The Sharpe ratio is the most-cited number in investment performance. It is also the most context-free. A single Sharpe of 1.2 over a fifteen-year sample says nothing about what the strategy did during the four worst years, or the four best, or whether the strong years and weak years cluster in ways that matter for the next investor who holds it.

This is the secret most reported Sharpe ratios are hiding. The number is an average across regimes that look nothing like each other. Strategies that perform very differently in expansions versus contractions, in low-vol versus high-vol environments, in rising-rate versus falling-rate periods, can produce the same unconditional Sharpe ratio. That ratio is not wrong. It is just compressing information that mattered.

A Concrete Example

Consider two long-only equity strategies, both with a fifteen-year Sharpe ratio of 1.0. The first delivers a Sharpe of roughly 1.4 during normal-volatility regimes and a Sharpe of roughly 0.3 during stress regimes. The second delivers a Sharpe of roughly 1.0 in both regimes. The unconditional number is identical. The risk profile is not.

2–3×
Typical spread in Sharpe ratio across regimes for momentum-style equity strategies. Performance during low-volatility, trending environments can be more than twice as good as performance during high-volatility, mean-reverting ones — yet a single headline Sharpe blends them into one indistinguishable figure.

An investor who holds the first strategy during a stress regime is holding something very different from the strategy the Sharpe ratio described. The number on the marketing sheet was a long-run average. The experience during the year that matters most is not the average.

Why Regimes Matter More Than Averages

Markets are not stationary. The statistical properties of returns — volatility, correlations, autocorrelation, skew — change measurably between regimes. A strategy that exploits one set of properties will work in some regimes and not others. This is not a flaw to engineer around. It is the structure of markets.

The investor's question is not "what is the long-run Sharpe of this strategy." The investor's question is "what does this strategy do in the kind of market we are about to enter, and how confident am I that we are about to enter that kind of market." Those are very different questions, and the unconditional Sharpe ratio cannot answer either of them.

An unconditional Sharpe ratio is a summary statistic for a regime that does not exist. The market is always in some specific regime. The strategy's performance is always conditional on that regime.
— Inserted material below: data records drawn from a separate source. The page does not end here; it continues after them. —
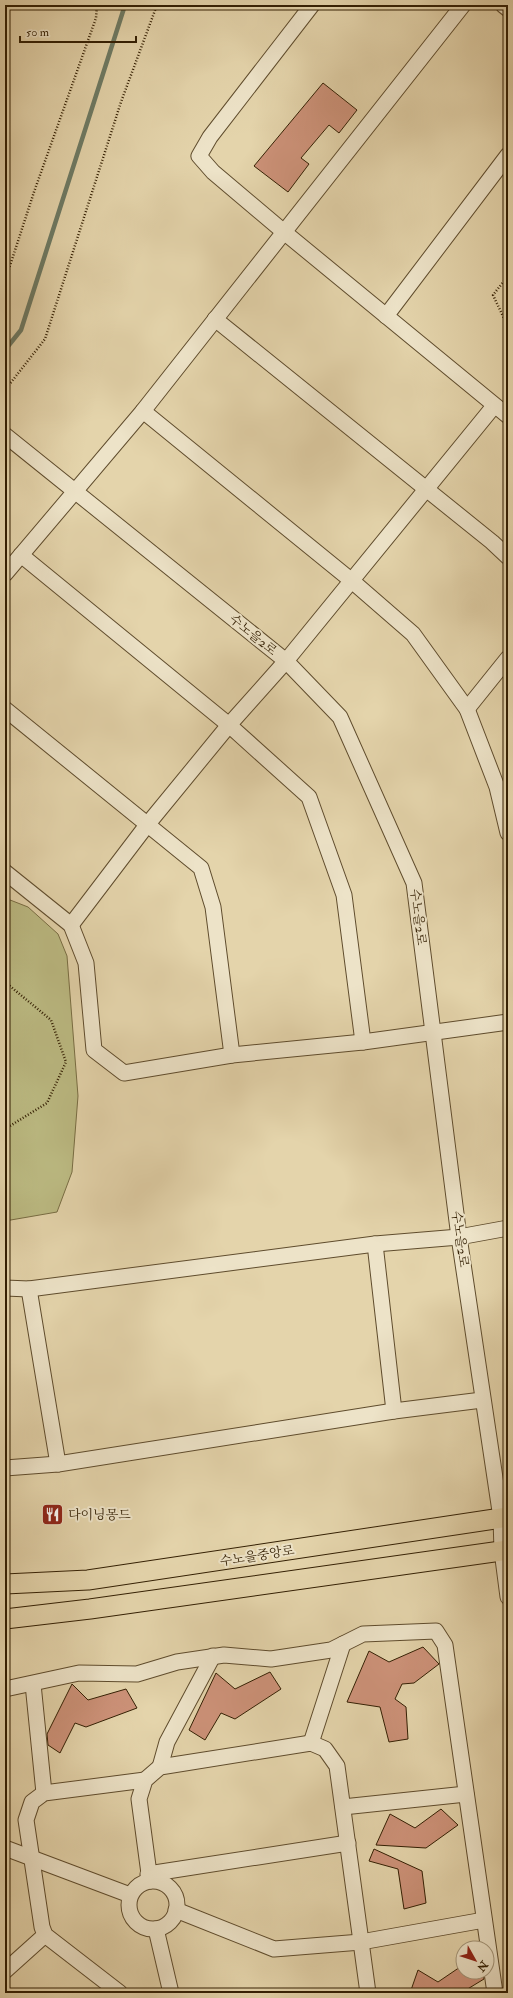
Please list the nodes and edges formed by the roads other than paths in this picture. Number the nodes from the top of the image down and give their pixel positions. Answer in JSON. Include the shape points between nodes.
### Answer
{"nodes":[{"id":1,"x":312,"y":5,"type":"edge"},
{"id":2,"x":463,"y":5,"type":"edge"},
{"id":3,"x":503,"y":5,"type":"edge"},
{"id":4,"x":508,"y":9,"type":"edge"},
{"id":5,"x":508,"y":154,"type":"edge"},
{"id":6,"x":284,"y":232,"type":"junction"},
{"id":7,"x":386,"y":316,"type":"junction"},
{"id":8,"x":215,"y":319,"type":"junction"},
{"id":9,"x":494,"y":406,"type":"junction"},
{"id":10,"x":143,"y":411,"type":"junction"},
{"id":11,"x":508,"y":416,"type":"edge"},
{"id":12,"x":8,"y":438,"type":"edge"},
{"id":13,"x":426,"y":490,"type":"junction"},
{"id":14,"x":74,"y":492,"type":"junction"},
{"id":15,"x":21,"y":554,"type":"junction"},
{"id":16,"x":508,"y":557,"type":"edge"},
{"id":17,"x":5,"y":574,"type":"edge"},
{"id":18,"x":352,"y":581,"type":"junction"},
{"id":19,"x":508,"y":658,"type":"edge"},
{"id":20,"x":286,"y":661,"type":"junction"},
{"id":21,"x":467,"y":709,"type":"junction"},
{"id":22,"x":5,"y":710,"type":"edge"},
{"id":23,"x":229,"y":725,"type":"junction"},
{"id":24,"x":147,"y":825,"type":"junction"},
{"id":25,"x":508,"y":833,"type":"edge"},
{"id":26,"x":5,"y":872,"type":"edge"},
{"id":27,"x":71,"y":926,"type":"junction"},
{"id":28,"x":508,"y":1022,"type":"edge"},
{"id":29,"x":432,"y":1032,"type":"junction"},
{"id":30,"x":363,"y":1042,"type":"junction"},
{"id":31,"x":232,"y":1055,"type":"junction"},
{"id":32,"x":508,"y":1228,"type":"edge"},
{"id":33,"x":459,"y":1237,"type":"junction"},
{"id":34,"x":375,"y":1244,"type":"junction"},
{"id":35,"x":5,"y":1288,"type":"edge"},
{"id":36,"x":30,"y":1289,"type":"junction"},
{"id":37,"x":482,"y":1400,"type":"junction"},
{"id":38,"x":394,"y":1411,"type":"junction"},
{"id":39,"x":58,"y":1464,"type":"junction"},
{"id":40,"x":5,"y":1468,"type":"edge"},
{"id":41,"x":504,"y":1518,"type":"edge"},
{"id":42,"x":505,"y":1551,"type":"edge"},
{"id":43,"x":5,"y":1584,"type":"edge"},
{"id":44,"x":508,"y":1597,"type":"edge"},
{"id":45,"x":5,"y":1619,"type":"edge"},
{"id":46,"x":344,"y":1644,"type":"junction"},
{"id":47,"x":213,"y":1656,"type":"junction"},
{"id":48,"x":33,"y":1684,"type":"junction"},
{"id":49,"x":5,"y":1689,"type":"edge"},
{"id":50,"x":311,"y":1743,"type":"junction"},
{"id":51,"x":160,"y":1767,"type":"junction"},
{"id":52,"x":146,"y":1780,"type":"junction"},
{"id":53,"x":44,"y":1793,"type":"junction"},
{"id":54,"x":466,"y":1794,"type":"junction"},
{"id":55,"x":343,"y":1808,"type":"junction"},
{"id":56,"x":348,"y":1843,"type":"junction"},
{"id":57,"x":5,"y":1848,"type":"edge"},
{"id":58,"x":32,"y":1857,"type":"junction"},
{"id":59,"x":149,"y":1877,"type":"junction"},
{"id":60,"x":130,"y":1896,"type":"junction"},
{"id":61,"x":176,"y":1910,"type":"junction"},
{"id":62,"x":484,"y":1920,"type":"junction"},
{"id":63,"x":156,"y":1929,"type":"junction"},
{"id":64,"x":45,"y":1935,"type":"junction"},
{"id":65,"x":361,"y":1942,"type":"junction"},
{"id":66,"x":5,"y":1971,"type":"edge"},
{"id":67,"x":120,"y":1993,"type":"edge"},
{"id":68,"x":171,"y":1993,"type":"edge"},
{"id":69,"x":368,"y":1993,"type":"edge"},
{"id":70,"x":495,"y":1993,"type":"edge"}],
"edges":[{"from":1,"to":6,"type":"street","via":[[210,137],[199,156],[213,172]]},
{"from":2,"to":6,"type":"street"},
{"from":3,"to":4,"type":"street"},
{"from":5,"to":7,"type":"street"},
{"from":6,"to":7,"type":"street"},
{"from":6,"to":8,"type":"street"},
{"from":7,"to":9,"type":"street"},
{"from":8,"to":10,"type":"street"},
{"from":8,"to":13,"type":"street"},
{"from":9,"to":11,"type":"street"},
{"from":9,"to":13,"type":"street"},
{"from":10,"to":14,"type":"street"},
{"from":10,"to":18,"type":"street"},
{"from":12,"to":14,"type":"street","name":"수노을2로"},
{"from":13,"to":16,"type":"street"},
{"from":13,"to":18,"type":"street"},
{"from":14,"to":15,"type":"street"},
{"from":14,"to":20,"type":"street","name":"수노을2로"},
{"from":15,"to":17,"type":"street"},
{"from":15,"to":23,"type":"street"},
{"from":18,"to":20,"type":"street"},
{"from":18,"to":21,"type":"street","via":[[413,634]]},
{"from":19,"to":21,"type":"street"},
{"from":20,"to":23,"type":"street"},
{"from":20,"to":29,"type":"street","name":"수노을2로","via":[[340,717],[414,883]]},
{"from":21,"to":25,"type":"street","via":[[497,787]]},
{"from":22,"to":24,"type":"street"},
{"from":23,"to":24,"type":"street"},
{"from":23,"to":30,"type":"street","via":[[309,797],[344,895]]},
{"from":24,"to":27,"type":"street"},
{"from":24,"to":31,"type":"street","via":[[201,868],[212,908]]},
{"from":26,"to":27,"type":"street"},
{"from":27,"to":31,"type":"street","via":[[86,963],[94,1050],[124,1073]]},
{"from":28,"to":29,"type":"street"},
{"from":29,"to":30,"type":"street"},
{"from":29,"to":33,"type":"street","name":"수노을2로"},
{"from":30,"to":31,"type":"street"},
{"from":32,"to":33,"type":"street"},
{"from":33,"to":34,"type":"street"},
{"from":33,"to":37,"type":"street","name":"수노을2로"},
{"from":34,"to":36,"type":"street"},
{"from":34,"to":38,"type":"street"},
{"from":35,"to":36,"type":"street"},
{"from":36,"to":39,"type":"street"},
{"from":37,"to":38,"type":"street"},
{"from":37,"to":41,"type":"street","name":"수노을2로"},
{"from":38,"to":39,"type":"street"},
{"from":39,"to":40,"type":"street"},
{"from":41,"to":42,"type":"street","name":"수노을2로"},
{"from":41,"to":43,"type":"main road","name":"수노을중앙로","via":[[88,1580]]},
{"from":42,"to":44,"type":"street","name":"수노을2로"},
{"from":42,"to":45,"type":"main road"},
{"from":46,"to":47,"type":"street","via":[[331,1650],[271,1659]]},
{"from":46,"to":50,"type":"street"},
{"from":46,"to":54,"type":"street","via":[[363,1634],[436,1631],[444,1645]]},
{"from":47,"to":48,"type":"street","via":[[176,1662],[137,1674],[79,1674]]},
{"from":47,"to":51,"type":"street","via":[[167,1742]]},
{"from":48,"to":49,"type":"street"},
{"from":48,"to":53,"type":"street"},
{"from":50,"to":51,"type":"street"},
{"from":50,"to":55,"type":"street","via":[[325,1749],[337,1766]]},
{"from":51,"to":52,"type":"street"},
{"from":52,"to":53,"type":"street"},
{"from":52,"to":59,"type":"street","via":[[139,1799]]},
{"from":53,"to":58,"type":"street","via":[[32,1802],[26,1820]]},
{"from":54,"to":55,"type":"street"},
{"from":54,"to":62,"type":"street"},
{"from":55,"to":56,"type":"street"},
{"from":56,"to":59,"type":"street"},
{"from":56,"to":65,"type":"street"},
{"from":57,"to":58,"type":"street"},
{"from":58,"to":60,"type":"street"},
{"from":58,"to":64,"type":"street"},
{"from":59,"to":60,"type":"street","via":[[138,1885]]},
{"from":59,"to":61,"type":"street","via":[[168,1885],[176,1898]]},
{"from":60,"to":63,"type":"street","via":[[128,1906],[135,1921]]},
{"from":61,"to":63,"type":"street","via":[[170,1921]]},
{"from":61,"to":65,"type":"street","via":[[274,1949]]},
{"from":62,"to":65,"type":"street"},
{"from":62,"to":70,"type":"street"},
{"from":63,"to":68,"type":"street"},
{"from":64,"to":66,"type":"street"},
{"from":64,"to":67,"type":"street"},
{"from":65,"to":69,"type":"street"}]}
What Conditional Sharpe Actually Shows

When you classify historical periods into regimes — bull, bear, high-vol, low-vol, expansion, contraction, however you want to cut it — and recompute the Sharpe ratio within each regime, several things become visible that the unconditional number hid:

  • Which regime is doing the heavy lifting. Many strategies that look attractive on a headline basis are carried by one regime. If that regime ends, so does the attractive performance.
  • Whether the regime that hurts is rare or persistent. A strategy that earns a 1.5 Sharpe in 80% of regimes and a 0.2 Sharpe in 20% is different from one with the same numbers if the 20% regime is persistent or recurring.
  • How much regime concentration risk you are carrying. A diversified-looking portfolio whose components all do well in expansions and badly in contractions is, in regime terms, still concentrated.

How We Use This

The HMM regime classification we run on the broad market is not a forecast. It is a description of which regime the market is currently most likely to be in. When we evaluate a strategy or a portfolio, we look at its performance separately within each regime — and we look hardest at the regime our model says we are currently in.

A strategy with a strong unconditional Sharpe but a weak conditional Sharpe in the current regime gets less weight, or no weight, in periods when that regime is persistent. The same strategy may earn its weight back later, when the regime changes. This is not market timing in the colloquial sense. It is statistical honesty about a fact the unconditional Sharpe was hiding: that the same strategy is, effectively, multiple different strategies depending on the environment.

One number cannot describe a strategy that behaves differently in different conditions. The first step toward better risk management is admitting that the conditions vary.

None of this is an argument against the Sharpe ratio. It is an argument against treating a single Sharpe ratio as if it described a stationary world. The investor who looks only at the headline figure is not making a wrong decision exactly. They are making a decision based on a summary statistic of a market that has not existed for any of the years they actually have to live through.


This piece discusses risk-adjusted return metrics for educational purposes. Referenced research findings describe historical outcomes and do not guarantee future results. This does not constitute investment advice. This does not create an advisory relationship.